Aspect Software Parent Inc. said Monday that it might seek a fast break out of its Delaware Chapter 11 after a scheduled April 25 disclosure statement hearing, an effort reportedly driven by competitive pressures and customer skittishness over the call center company’s financial status.
Company attorney Joshua A. Sussberg of Kirkland & Ellis told Bankruptcy Judge Mary F. Walrath that the firm might seek a shortened schedule for plan confirmation and $800 million debt restructuring after disclosure approval.
Aspect sought Chapter 11 protection from creditors in late March, saying it wanted to shed $300 million of the debt while also providing a full recovery for unsecured creditors. At the time of filing, the company said it hoped to emerge from bankruptcy in 105 days, a timetable that would have seen confirmation by early July.
“We may be asking for shortening of time on confirmation by a few weeks,” Sussberg said, estimating a mid- to late-May timeframe. He added that the goal is “to let this business move forward as expeditiously as possible.”
The timing question surfaced after Judge Walrath approved a performance award program for top managers under terms sealed from public view, over the limited objections of the Office of the U.S. Trustee.
Aspect sought approval to pay top employees 70 percent to 110 percent of undisclosed performance reward amounts, based on quarterly targets for recurring revenues and earnings before interest, taxes and depreciation, less restructuring costs.
Payouts under target levels would be as high as $3.85 million under “maximum overachievement” results.
The Office of the U.S. Trustee had filed a limited objection to the proposal, saying the company had not proven that the awards were more than an easy “layup shot” and bonus for workers.
But Aspect’s attorneys said the company needs an incentive for top managers whose salaries are currently below the industry’s median but whose performance is crucial to retaining customers and market share in difficult times.
“Call centers are absolutely fundamental to, say, an airline,” said Stephen C. Hackney of Kirkland & Ellis. “The airline wants to hear there’s not one iota of doubt about the call center. The creditworthiness of and robustness of parties who are providing the service to you is important.”
First quarter results already fall short of the 70 percent mark for EBITDAR, Hackney said, and employees eligible for the performance awards met only only 90 percent of recurring revenue targets.
“These are not mere layups. These are not come to work, play Minesweeper and six months later collect your bonus,” Hackney said. Even if employees beat their targets, he said, “this is not a plan that will push these guys to the top of the market by any means.”
Past incentive payments included equity shares that will be wiped out under the Chapter 11, Hackney said.
“I think it’s critical to keep this type of information under seal,” Judge Walrath said. “It is something that could allow a competitor to seek to steal away senior management, and I think they are critical to the success of the debtor.”

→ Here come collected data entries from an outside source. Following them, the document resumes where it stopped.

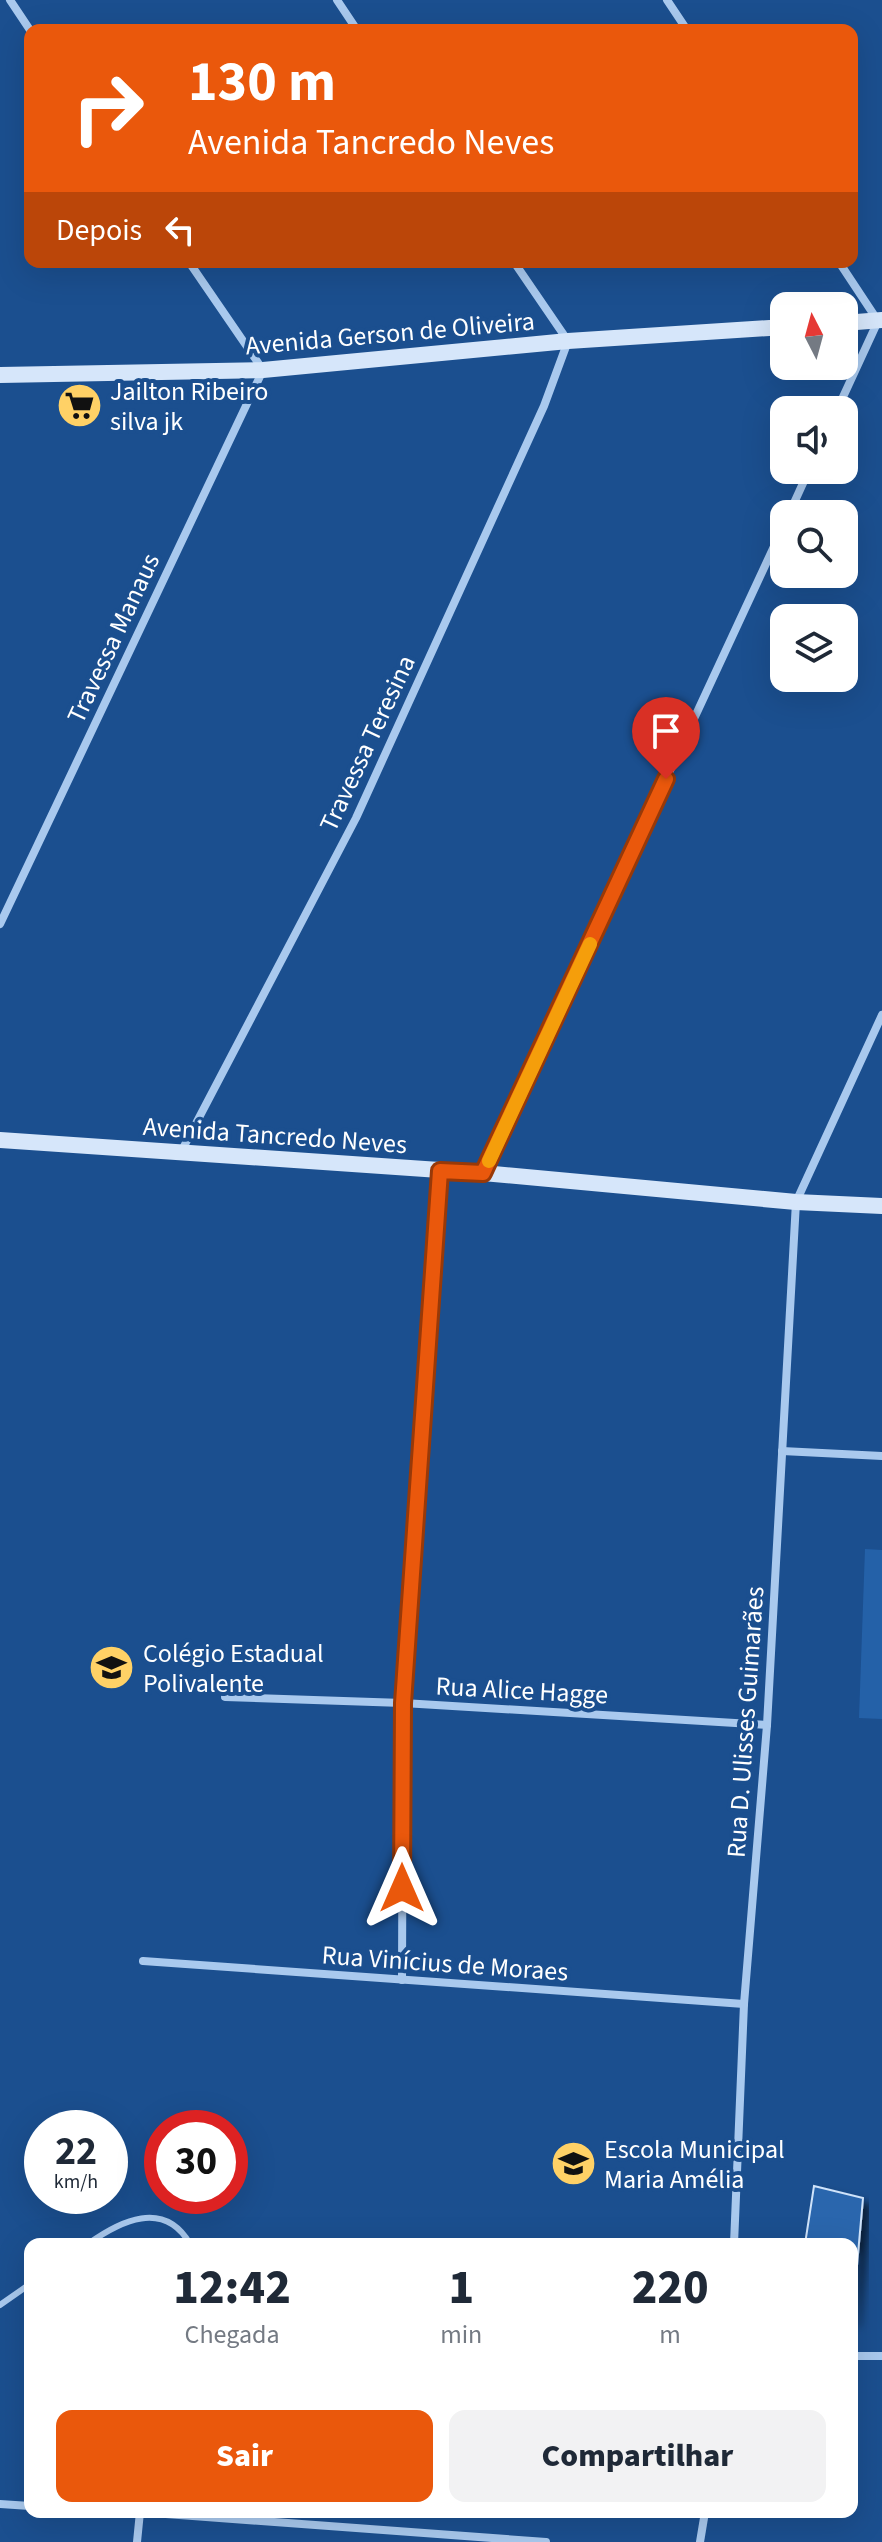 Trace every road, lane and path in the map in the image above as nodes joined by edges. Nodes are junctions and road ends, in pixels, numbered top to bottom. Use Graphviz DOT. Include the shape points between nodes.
graph roads {
  1 [pos="10,0"];
  2 [pos="337,0"];
  3 [pos="667,0"];
  4 [pos="26,24"];
  5 [pos="353,24"];
  6 [pos="683,24"];
  7 [pos="193,268"];
  8 [pos="518,268"];
  9 [pos="843,268"];
  10 [pos="880,321"];
  11 [pos="858,322"];
  12 [pos="770,328"];
  13 [pos="568,341"];
  14 [pos="263,370"];
  15 [pos="0,375"];
  16 [pos="844,396"];
  17 [pos="770,555"];
  18 [pos="0,924"];
  19 [pos="882,1015"];
  20 [pos="0,1140"];
  21 [pos="181,1152"];
  22 [pos="440,1171"];
  23 [pos="483,1173"];
  24 [pos="796,1202"];
  25 [pos="882,1206"];
  26 [pos="782,1451"];
  27 [pos="882,1456"];
  28 [pos="225,1697"];
  29 [pos="403,1703"];
  30 [pos="767,1725"];
  31 [pos="143,1961"];
  32 [pos="402,1980"];
  33 [pos="744,2004"];
  34 [pos="97,2238"];
  35 [pos="186,2238"];
  36 [pos="734,2238"];
  37 [pos="24,2288"];
  38 [pos="0,2305"];
  39 [pos="858,2356"];
  40 [pos="882,2356"];
  41 [pos="0,2504"];
  42 [pos="24,2506"];
  43 [pos="139,2518"];
  44 [pos="216,2518"];
  45 [pos="704,2518"];
  46 [pos="384,2531"];
  47 [pos="137,2542"];
  48 [pos="383,2542"];
  49 [pos="546,2542"];
  50 [pos="700,2542"];
  1 -- 4 [label="street"];
  2 -- 5 [label="street"];
  3 -- 6 [label="street"];
  7 -- 14 [label="street"];
  8 -- 13 [label="street"];
  9 -- 10 [label="street"];
  10 -- 11 [label="street"];
  10 -- 16 [label="street"];
  12 -- 13 [label="street, Avenida Gerson de Oliveira"];
  13 -- 14 [label="street, Avenida Gerson de Oliveira"];
  13 -- 21 [label="street, Travessa Teresina" via="544,406 356,818"];
  14 -- 15 [label="street, Avenida Gerson de Oliveira"];
  14 -- 18 [label="street, Travessa Manaus"];
  17 -- 23 [label="street"];
  19 -- 24 [label="street"];
  20 -- 21 [label="street, Avenida Tancredo Neves"];
  21 -- 22 [label="street, Avenida Tancredo Neves"];
  22 -- 23 [label="street, Avenida Tancredo Neves"];
  22 -- 29 [label="street"];
  23 -- 24 [label="street, Avenida Tancredo Neves"];
  24 -- 25 [label="street, Avenida Tancredo Neves"];
  24 -- 26 [label="street, Rua D. Ulisses Guimarães"];
  26 -- 27 [label="street"];
  26 -- 30 [label="street, Rua D. Ulisses Guimarães"];
  28 -- 29 [label="street, Rua Alice Hagge"];
  29 -- 30 [label="street, Rua Alice Hagge"];
  29 -- 32 [label="street"];
  30 -- 33 [label="street, Rua D. Ulisses Guimarães"];
  31 -- 32 [label="street, Rua Vinícius de Moraes"];
  32 -- 33 [label="street, Rua Vinícius de Moraes"];
  33 -- 36 [label="street, Rua D. Ulisses Guimarães"];
  34 -- 35 [label="lane" via="130,2220 147,2218 171,2223"];
  37 -- 38 [label="lane"];
  39 -- 40 [label="street"];
  41 -- 42 [label="street"];
  43 -- 47 [label="street"];
  44 -- 46 [label="street"];
  45 -- 50 [label="street"];
  46 -- 48 [label="street"];
  46 -- 49 [label="street"];
}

Aspect specializes in call-center or contact management technology and services, as well as customer self-service software and systems and technology-based customer outreach. Technological change and mergers have altered the business landscape, however, with off-premise, cloud-based systems displacing hardware-heavy systems installed at individual business sites.
The company’s restructuring plan will give control to first lien lenders, who can opt for an equity stake or participation in a new, $447.2 million senior term loan.
Aspect is represented by Domenic E. Pacitti, Michael W. Yurkewicz and Morton Branzburg of Klehr Harrison Harvey Branzburg LLP and Joshua A. Sussberg, Aparna Yenamandra, James H.M. Sprayregen and William Guerrieri of Kirkland & Ellis LLP.
The case is In re Aspect Software Parent Inc., case number 1:16-bk-10597, in the U.S. Bankruptcy Court for the District of Delaware.